Jean-Pierre Melville and Georges Pellegrin (screenplay), Jean-Pierre Melville (director) Le Samouraï (The Samurai) / 1967

 

Jean-Pierre Melville’s Le Samouraï, like many of his films, does not truly depend upon plot, but upon how expertly the simple plot—in this case a couple of murders by Paris hitman Jef Costello (Alain Delon)—is carried out. Sauve skill is demanded, which, of course, actor Delon emanates in nearly all of his films, and a strange loyalty to codes that do not always rationally make sense. And in this case Delon’s character is the consummate samurai, living out of a nearly empty room with only a forever chirping bird by his bed.

 

     We never discover why Jef has been hired to kill a nightclub owner; it doesn’t matter. And even though we may hate his actions, we come to perceive him as a kind of hero in a world of both policemen and gang leaders who would arrest or kill him.

      His method is simple. He uses arrestment itself as a tool to demonstrate his innocence. Dressed in a long coat with collar upturned, his head topped with a distinctive hat, he simply walks into the café where Valérie (Cathy Rosier) is playing the piano, and puts on his long white gloves before escaping through a side door into the basement which houses the owner’s office. The murder his silent and quick; but as he leaves the office he runs face on into the piano player again, who surely might later serve as witness.

      Tossing the gloves and gun into the Seine, Jef checks the time and ducks into his former girlfriend Jane’s (Nathalie Delon) apartment house. At precisely 2:00 a.m., as Jane’s current lover arrives, Jef walks out through the front door to be witnessed leaving the place. With Jane’s agreement to testify that he was there for several hours, he has what might be seen as an airtight cover.


      The police do, indeed, arrest him. But in the line-up all but one of the witnesses deny that he’s the man they saw at the club, even the pianist. The police have no choice but to let him go, yet put him under tight surveillance. Our “hero” however knows the subway system inside out, and eventually escapes them to meet with the man who will pay him for his deed.

      Instead of handing over the cash, however, the man attempts to kill him, fortunately only hitting Jef’s arm. After a few hours of nursing the wound, he determines to meet with the pianist to discover why she has protected him. She never quite explains herself, but plans for a later meeting with him.

      In the meanwhile, the police have bugged his apartment, but his pet bird has been so annoyed by the intrusion that it will not stop chirping, while dropping several of its feathers. Jef finds the bug and destroys it.

     Returning to his apartment his former shooter sits waiting for his arrival, gun in hand. This time, however, he not only pays Jef but puts him under contract for another job.   

      

     Jef eventually overpowers him, demanding that he name his boss. And, as we might suspect, that man becomes his next target (a trope picked up and repeated in a later hit-man movie, Richard Shepard’s The Matador of 2005).

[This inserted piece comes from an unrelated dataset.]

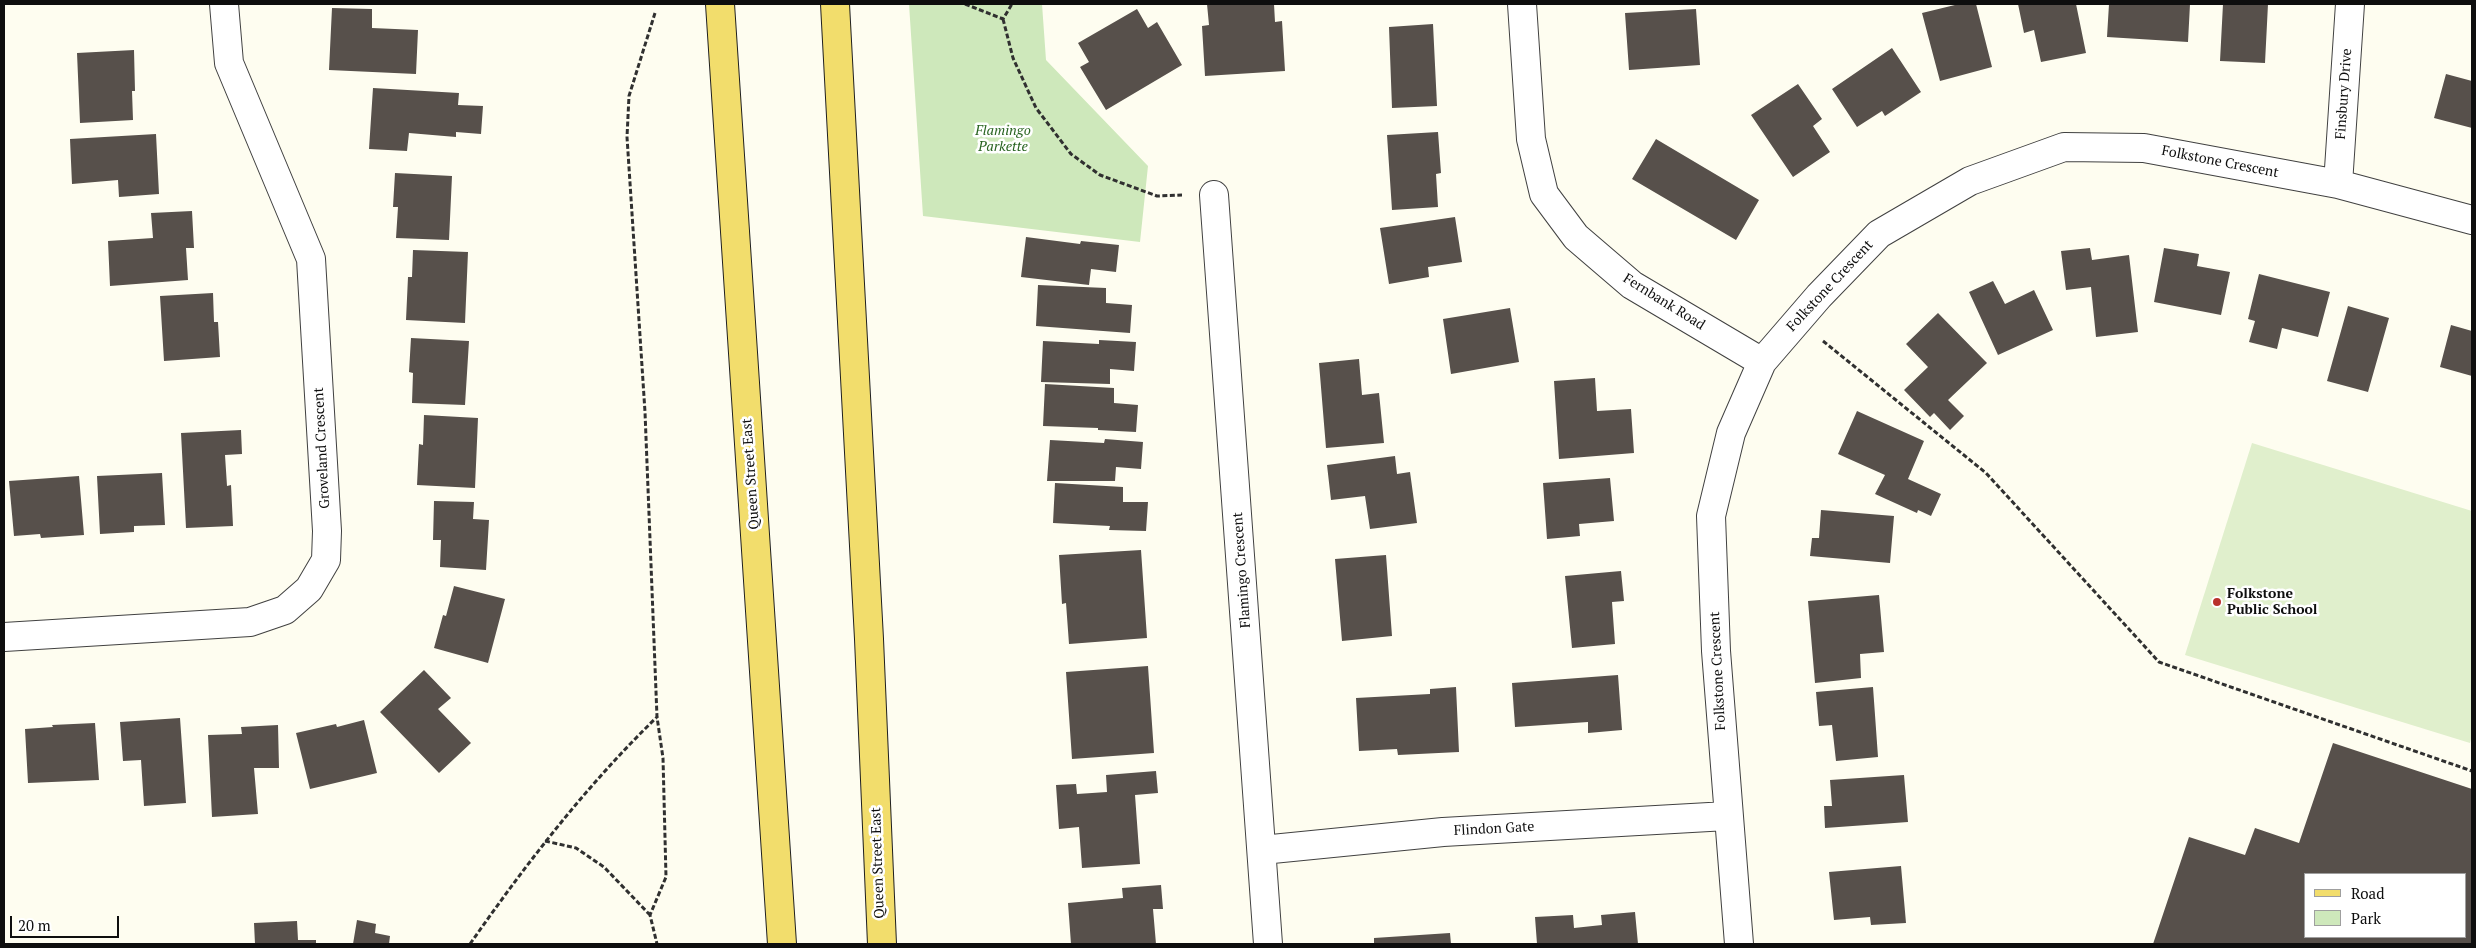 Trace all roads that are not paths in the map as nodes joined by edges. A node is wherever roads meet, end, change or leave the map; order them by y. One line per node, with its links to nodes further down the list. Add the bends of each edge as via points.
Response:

     Amazingly, the very next scene shows Jef, reentering the nightclub, dressed similarly to his last visit there. This time he checks his hat, but refuses the tab.

     Walking slowly to the pianist, he takes out his gun and prepares to shoot her, but before he can, he himself is shot by a trailing detective. You’re lucky we got here in time mutters the detective, as another, picking up the gun, discovers that all of its chambers are empty. Valérie, obviously, was to have been his next contract target, which he had no intention of carrying out.

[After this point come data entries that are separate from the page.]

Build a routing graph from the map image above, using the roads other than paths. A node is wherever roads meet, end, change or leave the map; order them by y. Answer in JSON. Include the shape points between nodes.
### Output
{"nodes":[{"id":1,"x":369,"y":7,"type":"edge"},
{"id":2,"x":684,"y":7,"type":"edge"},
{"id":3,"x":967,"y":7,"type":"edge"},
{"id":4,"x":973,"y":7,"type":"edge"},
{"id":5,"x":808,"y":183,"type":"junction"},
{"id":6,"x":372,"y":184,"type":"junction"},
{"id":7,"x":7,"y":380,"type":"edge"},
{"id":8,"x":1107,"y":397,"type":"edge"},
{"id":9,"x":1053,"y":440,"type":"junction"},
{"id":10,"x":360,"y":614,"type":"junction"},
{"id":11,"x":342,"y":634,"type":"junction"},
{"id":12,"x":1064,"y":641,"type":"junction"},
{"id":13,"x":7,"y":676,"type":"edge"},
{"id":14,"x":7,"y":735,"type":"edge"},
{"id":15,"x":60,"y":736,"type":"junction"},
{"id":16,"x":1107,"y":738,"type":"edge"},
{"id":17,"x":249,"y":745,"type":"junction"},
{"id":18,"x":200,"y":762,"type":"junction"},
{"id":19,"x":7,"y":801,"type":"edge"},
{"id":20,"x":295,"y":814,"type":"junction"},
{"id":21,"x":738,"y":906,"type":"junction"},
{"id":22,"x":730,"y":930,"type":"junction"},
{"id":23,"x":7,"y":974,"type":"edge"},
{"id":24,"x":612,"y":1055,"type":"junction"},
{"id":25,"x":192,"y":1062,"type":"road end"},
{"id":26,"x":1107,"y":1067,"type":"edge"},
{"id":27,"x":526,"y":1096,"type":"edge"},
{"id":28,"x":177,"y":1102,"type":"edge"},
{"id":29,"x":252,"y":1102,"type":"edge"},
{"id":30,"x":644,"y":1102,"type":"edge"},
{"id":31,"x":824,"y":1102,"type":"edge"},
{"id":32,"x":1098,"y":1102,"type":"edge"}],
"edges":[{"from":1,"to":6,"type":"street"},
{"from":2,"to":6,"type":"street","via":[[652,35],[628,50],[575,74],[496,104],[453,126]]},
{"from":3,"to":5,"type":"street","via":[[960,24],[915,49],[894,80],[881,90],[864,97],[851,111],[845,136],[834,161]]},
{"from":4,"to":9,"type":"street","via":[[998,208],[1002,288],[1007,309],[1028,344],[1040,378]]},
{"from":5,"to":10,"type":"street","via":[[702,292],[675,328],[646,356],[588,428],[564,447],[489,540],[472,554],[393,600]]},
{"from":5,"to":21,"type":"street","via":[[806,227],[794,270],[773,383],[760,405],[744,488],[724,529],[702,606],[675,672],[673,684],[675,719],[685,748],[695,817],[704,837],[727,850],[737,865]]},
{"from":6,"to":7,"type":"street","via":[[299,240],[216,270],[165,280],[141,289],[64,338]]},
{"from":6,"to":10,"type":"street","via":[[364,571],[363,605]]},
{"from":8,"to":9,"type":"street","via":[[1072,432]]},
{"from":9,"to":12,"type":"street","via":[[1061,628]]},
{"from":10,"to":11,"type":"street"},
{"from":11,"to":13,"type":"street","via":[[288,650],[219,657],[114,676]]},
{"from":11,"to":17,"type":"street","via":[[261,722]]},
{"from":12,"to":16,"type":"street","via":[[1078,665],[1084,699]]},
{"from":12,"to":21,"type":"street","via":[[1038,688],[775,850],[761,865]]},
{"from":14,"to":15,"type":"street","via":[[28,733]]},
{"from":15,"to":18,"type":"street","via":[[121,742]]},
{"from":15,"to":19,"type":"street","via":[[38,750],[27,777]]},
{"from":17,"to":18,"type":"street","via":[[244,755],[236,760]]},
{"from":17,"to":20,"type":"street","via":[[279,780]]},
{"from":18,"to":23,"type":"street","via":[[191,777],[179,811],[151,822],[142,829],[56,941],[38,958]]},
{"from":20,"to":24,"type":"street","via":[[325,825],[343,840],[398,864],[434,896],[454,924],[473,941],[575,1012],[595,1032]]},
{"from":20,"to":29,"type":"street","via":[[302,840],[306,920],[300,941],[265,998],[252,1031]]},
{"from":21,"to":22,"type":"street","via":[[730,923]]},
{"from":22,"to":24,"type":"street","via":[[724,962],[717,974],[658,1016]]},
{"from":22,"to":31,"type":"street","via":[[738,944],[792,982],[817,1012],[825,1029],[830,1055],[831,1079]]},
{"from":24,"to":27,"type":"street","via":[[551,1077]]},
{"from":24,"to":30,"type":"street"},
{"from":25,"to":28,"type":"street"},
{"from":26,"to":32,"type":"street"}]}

      If this rather clumsy retelling of the story seems a bit uninteresting, I can assure that Melville’s movie is anything but. It’s a work of style and beauty, both in its sets and actors. Melville reportedly had originally wanted to end Jef’s life with one last long look at Delon’s beautiful face, his sly smile still pasted to it. But he angrily changed it after learning that Delon had already played another movie death scene the same way. It is almost as if, in this case, even the director could not get enough of Delon’s radiantly visual charm.

 

Los Angeles, September 5, 2017

Reprinted from World Cinema Review (September 2017).